“It is time for the Mission Fantasy Fairy Tale to end. This story has done more damage to California Indians than any conquistador, any priest, any soldado de cuera, any smallpox, measles, or influenza virus . . .” — Deborah Miranda, Esselen/Chumash
California was promoted in ads and newspapers as a Mediterranean paradise. Generated by men of industry, railroads, and land developers, this idea was an effort to entice white Americans to settle the West, which still had a reputation as a rugged frontier land. Their campaign to recast this narrative took shape as a revival of early California settlement, framing it as closely tied to its romantic Spanish heritage. Imagining a pre-modern lifestyle and Old World mecca inspired groups of “new Californians” to restore the dilapidated ruins of the missions.
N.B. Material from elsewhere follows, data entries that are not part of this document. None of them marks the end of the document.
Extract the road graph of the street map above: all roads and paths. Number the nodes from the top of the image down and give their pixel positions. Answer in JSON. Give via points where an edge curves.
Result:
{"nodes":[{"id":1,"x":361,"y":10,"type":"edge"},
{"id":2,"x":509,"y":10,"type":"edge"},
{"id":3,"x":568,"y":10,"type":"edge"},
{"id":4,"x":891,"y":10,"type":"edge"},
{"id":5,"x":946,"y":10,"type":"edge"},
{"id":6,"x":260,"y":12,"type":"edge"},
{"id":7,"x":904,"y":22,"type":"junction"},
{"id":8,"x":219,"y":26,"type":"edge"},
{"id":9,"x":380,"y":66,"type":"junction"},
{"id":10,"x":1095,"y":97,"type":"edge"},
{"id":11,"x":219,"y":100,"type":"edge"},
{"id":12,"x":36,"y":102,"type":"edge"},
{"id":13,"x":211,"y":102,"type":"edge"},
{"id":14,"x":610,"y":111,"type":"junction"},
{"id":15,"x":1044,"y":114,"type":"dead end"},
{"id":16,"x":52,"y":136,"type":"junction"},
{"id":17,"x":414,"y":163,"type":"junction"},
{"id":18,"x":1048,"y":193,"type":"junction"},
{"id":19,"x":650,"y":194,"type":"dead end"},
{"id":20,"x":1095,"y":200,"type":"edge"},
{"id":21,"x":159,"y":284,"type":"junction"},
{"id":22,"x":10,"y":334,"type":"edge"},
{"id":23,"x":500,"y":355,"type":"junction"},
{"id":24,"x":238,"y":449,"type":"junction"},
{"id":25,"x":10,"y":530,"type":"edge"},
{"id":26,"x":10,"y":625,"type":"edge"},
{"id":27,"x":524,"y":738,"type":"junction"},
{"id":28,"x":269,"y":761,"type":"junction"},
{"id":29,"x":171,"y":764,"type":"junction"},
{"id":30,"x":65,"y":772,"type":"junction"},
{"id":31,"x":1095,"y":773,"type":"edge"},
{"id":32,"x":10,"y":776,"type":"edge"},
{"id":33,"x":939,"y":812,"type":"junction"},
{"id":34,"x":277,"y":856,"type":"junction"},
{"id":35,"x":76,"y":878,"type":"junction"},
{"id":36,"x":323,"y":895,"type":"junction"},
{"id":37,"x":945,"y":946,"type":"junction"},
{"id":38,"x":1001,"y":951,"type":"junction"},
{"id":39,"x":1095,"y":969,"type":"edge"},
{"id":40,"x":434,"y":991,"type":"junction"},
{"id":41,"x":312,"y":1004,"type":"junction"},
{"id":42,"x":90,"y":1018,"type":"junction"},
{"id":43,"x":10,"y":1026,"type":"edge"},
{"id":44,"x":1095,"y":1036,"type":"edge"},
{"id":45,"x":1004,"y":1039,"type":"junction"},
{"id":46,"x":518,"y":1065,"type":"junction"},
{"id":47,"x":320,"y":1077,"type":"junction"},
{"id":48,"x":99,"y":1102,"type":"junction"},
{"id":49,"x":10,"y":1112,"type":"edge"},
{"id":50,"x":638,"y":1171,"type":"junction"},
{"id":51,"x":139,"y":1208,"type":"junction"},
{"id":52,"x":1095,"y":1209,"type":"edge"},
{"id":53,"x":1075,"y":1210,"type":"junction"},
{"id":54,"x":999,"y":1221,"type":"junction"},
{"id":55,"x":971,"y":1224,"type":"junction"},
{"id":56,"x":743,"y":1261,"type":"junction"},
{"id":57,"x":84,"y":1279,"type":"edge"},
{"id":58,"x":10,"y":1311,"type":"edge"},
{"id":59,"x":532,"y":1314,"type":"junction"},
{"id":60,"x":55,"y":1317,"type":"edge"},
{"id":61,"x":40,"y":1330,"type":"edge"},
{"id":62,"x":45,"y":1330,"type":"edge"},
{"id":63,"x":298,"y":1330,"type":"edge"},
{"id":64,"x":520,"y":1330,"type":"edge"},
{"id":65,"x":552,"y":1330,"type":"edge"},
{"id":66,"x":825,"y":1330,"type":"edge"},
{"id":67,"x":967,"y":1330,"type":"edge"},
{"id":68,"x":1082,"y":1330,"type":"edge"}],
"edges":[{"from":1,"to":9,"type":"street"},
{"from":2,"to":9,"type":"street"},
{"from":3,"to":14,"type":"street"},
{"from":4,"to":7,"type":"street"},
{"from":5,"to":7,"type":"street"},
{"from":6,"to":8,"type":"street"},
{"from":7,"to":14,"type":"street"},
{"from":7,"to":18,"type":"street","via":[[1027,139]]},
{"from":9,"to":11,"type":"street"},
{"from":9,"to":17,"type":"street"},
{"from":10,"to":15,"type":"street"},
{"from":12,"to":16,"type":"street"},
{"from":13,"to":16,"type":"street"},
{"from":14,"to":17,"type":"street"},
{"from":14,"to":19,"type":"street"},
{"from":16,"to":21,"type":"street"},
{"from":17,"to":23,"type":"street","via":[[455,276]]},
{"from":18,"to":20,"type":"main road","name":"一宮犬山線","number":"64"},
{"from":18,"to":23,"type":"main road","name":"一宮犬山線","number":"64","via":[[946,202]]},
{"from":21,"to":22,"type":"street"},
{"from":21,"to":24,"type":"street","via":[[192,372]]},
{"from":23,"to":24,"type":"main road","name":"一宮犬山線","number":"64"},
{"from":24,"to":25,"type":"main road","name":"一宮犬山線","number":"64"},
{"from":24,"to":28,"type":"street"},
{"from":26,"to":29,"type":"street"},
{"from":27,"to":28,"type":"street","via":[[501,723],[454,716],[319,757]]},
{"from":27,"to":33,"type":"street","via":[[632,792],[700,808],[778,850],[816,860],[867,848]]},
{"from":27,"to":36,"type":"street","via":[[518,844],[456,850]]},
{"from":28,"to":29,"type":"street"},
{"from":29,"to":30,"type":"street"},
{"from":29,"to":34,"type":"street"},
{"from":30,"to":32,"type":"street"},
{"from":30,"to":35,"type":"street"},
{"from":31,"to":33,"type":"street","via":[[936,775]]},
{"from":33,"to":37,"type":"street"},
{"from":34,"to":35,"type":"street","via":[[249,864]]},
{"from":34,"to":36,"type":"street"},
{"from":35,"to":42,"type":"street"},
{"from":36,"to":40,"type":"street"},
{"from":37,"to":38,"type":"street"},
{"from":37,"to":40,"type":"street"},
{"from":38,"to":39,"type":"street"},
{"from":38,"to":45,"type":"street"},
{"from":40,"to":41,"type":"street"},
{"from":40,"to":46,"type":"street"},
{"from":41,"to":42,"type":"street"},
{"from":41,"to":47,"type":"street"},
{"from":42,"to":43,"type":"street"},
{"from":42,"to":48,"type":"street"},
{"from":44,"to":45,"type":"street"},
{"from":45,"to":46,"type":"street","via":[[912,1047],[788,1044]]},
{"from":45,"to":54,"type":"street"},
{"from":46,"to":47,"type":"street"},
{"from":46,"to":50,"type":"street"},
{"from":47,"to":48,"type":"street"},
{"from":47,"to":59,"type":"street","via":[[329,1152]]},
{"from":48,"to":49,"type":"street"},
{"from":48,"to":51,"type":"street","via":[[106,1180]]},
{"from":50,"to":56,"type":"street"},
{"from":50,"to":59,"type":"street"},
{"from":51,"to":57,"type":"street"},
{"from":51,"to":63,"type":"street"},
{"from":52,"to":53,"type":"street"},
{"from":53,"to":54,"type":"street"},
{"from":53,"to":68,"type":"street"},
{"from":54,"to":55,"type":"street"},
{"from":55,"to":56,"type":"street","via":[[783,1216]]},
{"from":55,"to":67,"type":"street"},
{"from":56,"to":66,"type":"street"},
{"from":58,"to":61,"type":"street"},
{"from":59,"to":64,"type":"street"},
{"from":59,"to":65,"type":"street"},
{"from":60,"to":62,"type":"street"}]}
These efforts then gave birth to booster organizations like the Native Daughters of the Golden West, who worked to revitalize the missions and instill notions of “El Camino Real” as a romantic tourist destination and a vision of a tamed landscape awaiting settlement. In California, as elsewhere, the notion of open landscapes ripe for settlement required the further erasure of Native people and their visual presence.
Various strategies have been used over the years to convince Americans that Native people are all “gone.” One strategy has been to depict Native people only in the past, and another is to dehumanize images of them, depicting them only as stereotypes. And yet another pervasive method has been to categorize them as immigrants and exploit them for labor. These strategies were perfected simultaneous to the flood of newcomers to California in the early 1900s, but most elements of Native and “Mexican” stereotyping can still be witnessed today. Native people on both sides of the U.S. border have continued to be used as laborers (usually today from south of the border) with few rights or access to the privileges of their white American neighbors. Almost completely forgotten is the reality that these are all Native lands and that the first peoples span the entirety of the Americas: a land that predates a border, and identities of Indian, Native American, Mexican, Latino, Chicano.